New To PyMC3 | Logistic Regression - Bug

I am trying to build a logistic regression model on the sklearn iris dataset. However, my model isn’t converging and my results do not look right.

import pymc3 as pm
from sklearn.datasets import load_iris

iris = load_iris()
X = iris.data[:, :2]
y = ((iris.target != 0) * 1).reshape(-1, 1)
print(f"X shape is {X.shape}, y shape is {y.shape}")

link = pm.math.sigmoid

with pm.Model():
     alpha = pm.Normal('alpha', mu=0, sd=10)
     beta = pm.Normal('beta', mu=0, sd=10, shape=(X.shape[1], 1))
     yhat = pm.Deterministic("p", link(alpha + pm.math.dot(X, beta)))
     pm.Bernoulli("y", p=p, observed=y)
     trace = pm.sample(1000, tune=10000, progressbar=True)
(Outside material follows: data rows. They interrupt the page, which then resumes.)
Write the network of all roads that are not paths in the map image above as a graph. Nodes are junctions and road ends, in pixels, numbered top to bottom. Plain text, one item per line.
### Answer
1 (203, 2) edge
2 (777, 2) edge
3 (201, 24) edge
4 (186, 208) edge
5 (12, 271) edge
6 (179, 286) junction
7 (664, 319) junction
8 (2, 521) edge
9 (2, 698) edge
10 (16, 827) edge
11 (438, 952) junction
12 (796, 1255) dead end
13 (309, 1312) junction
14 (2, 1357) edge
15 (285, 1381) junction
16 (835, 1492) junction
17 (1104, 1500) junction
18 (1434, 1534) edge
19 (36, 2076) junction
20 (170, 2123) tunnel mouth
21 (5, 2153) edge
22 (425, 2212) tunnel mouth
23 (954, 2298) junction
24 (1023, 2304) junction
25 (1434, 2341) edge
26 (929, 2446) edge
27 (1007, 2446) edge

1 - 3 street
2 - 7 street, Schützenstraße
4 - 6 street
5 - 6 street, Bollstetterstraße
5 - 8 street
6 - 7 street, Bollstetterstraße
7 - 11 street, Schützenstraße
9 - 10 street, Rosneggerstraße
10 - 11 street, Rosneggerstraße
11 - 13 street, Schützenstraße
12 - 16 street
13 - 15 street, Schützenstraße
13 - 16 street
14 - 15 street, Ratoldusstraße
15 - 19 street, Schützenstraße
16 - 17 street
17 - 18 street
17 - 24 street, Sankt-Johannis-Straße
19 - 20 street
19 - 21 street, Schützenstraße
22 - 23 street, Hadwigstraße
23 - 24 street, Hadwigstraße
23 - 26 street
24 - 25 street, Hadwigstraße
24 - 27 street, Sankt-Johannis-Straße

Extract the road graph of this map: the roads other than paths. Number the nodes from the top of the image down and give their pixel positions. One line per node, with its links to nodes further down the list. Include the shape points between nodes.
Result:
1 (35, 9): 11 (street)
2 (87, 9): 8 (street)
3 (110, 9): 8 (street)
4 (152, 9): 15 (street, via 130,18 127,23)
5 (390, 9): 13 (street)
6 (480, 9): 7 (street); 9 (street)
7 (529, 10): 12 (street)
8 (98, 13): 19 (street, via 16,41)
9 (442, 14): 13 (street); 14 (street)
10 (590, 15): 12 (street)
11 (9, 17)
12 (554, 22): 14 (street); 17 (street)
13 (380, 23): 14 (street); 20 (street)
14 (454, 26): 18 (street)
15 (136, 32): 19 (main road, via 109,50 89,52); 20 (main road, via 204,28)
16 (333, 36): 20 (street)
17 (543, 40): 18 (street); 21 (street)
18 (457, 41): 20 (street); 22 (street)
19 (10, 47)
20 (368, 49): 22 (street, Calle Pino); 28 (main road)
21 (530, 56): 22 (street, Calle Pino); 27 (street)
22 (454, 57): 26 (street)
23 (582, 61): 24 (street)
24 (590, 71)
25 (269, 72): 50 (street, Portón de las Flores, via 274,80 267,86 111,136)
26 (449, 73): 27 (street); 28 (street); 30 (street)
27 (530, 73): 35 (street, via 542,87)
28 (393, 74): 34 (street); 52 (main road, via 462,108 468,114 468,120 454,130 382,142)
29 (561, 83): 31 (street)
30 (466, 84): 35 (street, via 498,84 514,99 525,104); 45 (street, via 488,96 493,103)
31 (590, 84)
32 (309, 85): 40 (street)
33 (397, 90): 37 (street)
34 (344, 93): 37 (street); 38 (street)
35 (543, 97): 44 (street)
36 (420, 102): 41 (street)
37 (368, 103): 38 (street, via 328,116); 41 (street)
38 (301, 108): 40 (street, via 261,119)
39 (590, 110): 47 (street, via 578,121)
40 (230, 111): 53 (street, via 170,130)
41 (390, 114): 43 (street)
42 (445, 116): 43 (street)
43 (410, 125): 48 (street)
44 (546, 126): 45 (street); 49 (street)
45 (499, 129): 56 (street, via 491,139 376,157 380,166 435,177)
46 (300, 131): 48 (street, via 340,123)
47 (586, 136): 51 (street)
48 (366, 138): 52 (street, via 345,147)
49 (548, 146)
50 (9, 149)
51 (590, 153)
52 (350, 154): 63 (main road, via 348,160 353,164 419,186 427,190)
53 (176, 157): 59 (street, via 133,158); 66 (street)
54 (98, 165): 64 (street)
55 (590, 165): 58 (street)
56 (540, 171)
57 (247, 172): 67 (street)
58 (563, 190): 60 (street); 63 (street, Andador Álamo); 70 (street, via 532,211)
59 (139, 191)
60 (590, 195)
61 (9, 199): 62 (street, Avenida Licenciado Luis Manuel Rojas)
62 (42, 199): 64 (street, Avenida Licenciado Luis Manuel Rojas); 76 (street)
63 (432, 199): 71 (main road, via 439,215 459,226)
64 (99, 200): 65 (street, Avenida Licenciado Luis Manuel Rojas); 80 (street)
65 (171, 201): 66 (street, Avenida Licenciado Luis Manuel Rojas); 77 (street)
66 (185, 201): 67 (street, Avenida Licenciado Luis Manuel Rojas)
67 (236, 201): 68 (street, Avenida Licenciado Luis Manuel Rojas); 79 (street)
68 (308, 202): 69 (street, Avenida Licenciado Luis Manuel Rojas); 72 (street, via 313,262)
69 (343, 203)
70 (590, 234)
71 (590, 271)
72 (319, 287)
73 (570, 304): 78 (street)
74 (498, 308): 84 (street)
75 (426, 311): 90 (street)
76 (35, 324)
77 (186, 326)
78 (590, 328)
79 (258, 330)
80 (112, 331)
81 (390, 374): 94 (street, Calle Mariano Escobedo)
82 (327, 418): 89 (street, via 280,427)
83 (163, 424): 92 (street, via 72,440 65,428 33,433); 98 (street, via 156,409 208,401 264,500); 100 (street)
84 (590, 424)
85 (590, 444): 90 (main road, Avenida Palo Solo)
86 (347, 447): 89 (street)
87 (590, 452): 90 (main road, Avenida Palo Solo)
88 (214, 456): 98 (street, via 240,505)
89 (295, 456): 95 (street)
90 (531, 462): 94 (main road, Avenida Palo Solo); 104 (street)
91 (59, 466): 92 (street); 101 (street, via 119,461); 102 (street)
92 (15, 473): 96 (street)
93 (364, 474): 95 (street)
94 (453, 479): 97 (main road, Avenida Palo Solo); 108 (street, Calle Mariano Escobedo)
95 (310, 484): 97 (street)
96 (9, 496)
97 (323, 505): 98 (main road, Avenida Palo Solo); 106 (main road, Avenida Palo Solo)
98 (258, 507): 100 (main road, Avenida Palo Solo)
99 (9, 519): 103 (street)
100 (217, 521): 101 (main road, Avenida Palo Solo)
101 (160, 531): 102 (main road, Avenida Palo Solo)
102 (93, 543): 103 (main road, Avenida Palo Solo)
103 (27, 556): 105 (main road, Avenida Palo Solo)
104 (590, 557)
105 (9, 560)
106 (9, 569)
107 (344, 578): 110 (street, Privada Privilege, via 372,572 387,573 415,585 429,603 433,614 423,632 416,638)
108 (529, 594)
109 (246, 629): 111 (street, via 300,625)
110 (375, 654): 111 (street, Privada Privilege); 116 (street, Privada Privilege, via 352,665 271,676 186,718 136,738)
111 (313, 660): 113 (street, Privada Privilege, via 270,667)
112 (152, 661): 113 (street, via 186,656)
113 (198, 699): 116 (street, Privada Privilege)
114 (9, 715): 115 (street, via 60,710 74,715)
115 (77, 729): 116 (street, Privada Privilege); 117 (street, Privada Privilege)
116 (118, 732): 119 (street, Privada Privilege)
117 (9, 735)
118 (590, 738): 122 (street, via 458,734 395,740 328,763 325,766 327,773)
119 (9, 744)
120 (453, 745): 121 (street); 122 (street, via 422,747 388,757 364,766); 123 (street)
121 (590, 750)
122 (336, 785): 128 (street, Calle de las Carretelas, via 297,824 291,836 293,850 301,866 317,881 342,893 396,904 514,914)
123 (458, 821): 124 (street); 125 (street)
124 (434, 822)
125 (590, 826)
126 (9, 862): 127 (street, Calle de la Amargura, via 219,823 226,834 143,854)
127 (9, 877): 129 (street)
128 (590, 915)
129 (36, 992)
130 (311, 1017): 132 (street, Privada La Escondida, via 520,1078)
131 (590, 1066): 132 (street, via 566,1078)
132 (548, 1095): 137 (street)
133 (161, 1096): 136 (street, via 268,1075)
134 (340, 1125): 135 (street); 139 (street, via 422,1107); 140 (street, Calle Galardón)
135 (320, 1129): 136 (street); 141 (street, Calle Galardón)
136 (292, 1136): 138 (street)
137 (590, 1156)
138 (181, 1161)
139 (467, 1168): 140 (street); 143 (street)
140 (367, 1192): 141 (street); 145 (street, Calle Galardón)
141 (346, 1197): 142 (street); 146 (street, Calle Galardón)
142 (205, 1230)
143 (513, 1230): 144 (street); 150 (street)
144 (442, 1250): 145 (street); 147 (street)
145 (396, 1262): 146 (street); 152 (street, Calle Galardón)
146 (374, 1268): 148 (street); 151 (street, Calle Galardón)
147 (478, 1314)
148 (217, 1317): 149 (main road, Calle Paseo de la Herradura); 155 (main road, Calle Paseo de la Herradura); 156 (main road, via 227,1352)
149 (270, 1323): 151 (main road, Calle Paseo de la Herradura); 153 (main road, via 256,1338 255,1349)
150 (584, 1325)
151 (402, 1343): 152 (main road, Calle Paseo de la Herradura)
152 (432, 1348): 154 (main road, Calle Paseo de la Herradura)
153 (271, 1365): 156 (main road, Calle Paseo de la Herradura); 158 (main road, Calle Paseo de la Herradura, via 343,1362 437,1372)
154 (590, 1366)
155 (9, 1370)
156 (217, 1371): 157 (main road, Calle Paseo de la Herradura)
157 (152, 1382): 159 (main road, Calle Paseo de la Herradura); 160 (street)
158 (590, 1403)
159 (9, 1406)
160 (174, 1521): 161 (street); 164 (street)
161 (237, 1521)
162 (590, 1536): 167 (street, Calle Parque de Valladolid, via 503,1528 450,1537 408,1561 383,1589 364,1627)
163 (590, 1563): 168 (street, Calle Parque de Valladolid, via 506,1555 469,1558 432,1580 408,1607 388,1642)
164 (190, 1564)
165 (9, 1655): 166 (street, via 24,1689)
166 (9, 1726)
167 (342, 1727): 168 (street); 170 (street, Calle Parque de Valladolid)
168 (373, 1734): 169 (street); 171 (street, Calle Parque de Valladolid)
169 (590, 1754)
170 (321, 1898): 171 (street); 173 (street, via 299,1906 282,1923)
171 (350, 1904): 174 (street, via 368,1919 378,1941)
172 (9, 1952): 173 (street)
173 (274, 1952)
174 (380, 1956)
Any tips on how to best debug this? It seems as if it should be relatively straight forward but I am unsure where I am going wrong…

Hi Jordan

A few small issues that I can see. The shape of y should be 1dimensional so (150,) likewise beta should have shape=(X.shape[1]) rather than shape=(X.shape[1], 1)

A bigger issue is the width of the priors you use with Normal(..., sd=10). I would recommend sd=1. Given your inputs, X, a beta value of more than 10 doesn’t make sense, apriori we’d think a value in range abs 0-5 might make sense. So a Normal(..., sd=1) can cover that whereas sd=10 is too wide.
.

The sampling should be much better after these changes and you can lower the number of tuning samples to a more reasonable number like 1,000, rather than 10,000

Hi Nkaimcaudle,

Thanks for the response. The numbers are closer to the MLE estimate now. However, a few of the chains are still diverging and the acceptance probability is above the target. The rhat values are close to 1.

In regards to y being (150,), any comments on why not (150, 1). I understand y as a (column) vector.

Your code seems wrong. You are specifying yhat but not using it in the pm.Bernoulli likelihood. Have you tried pm.Bernoulli("y", p=yhat, observed=y)?

Good spot. That is a typo in the question. The running code had `pm.Bernoulli(“y”, p=yhat, observed=y). I I stripped the full code back for the sake of the question.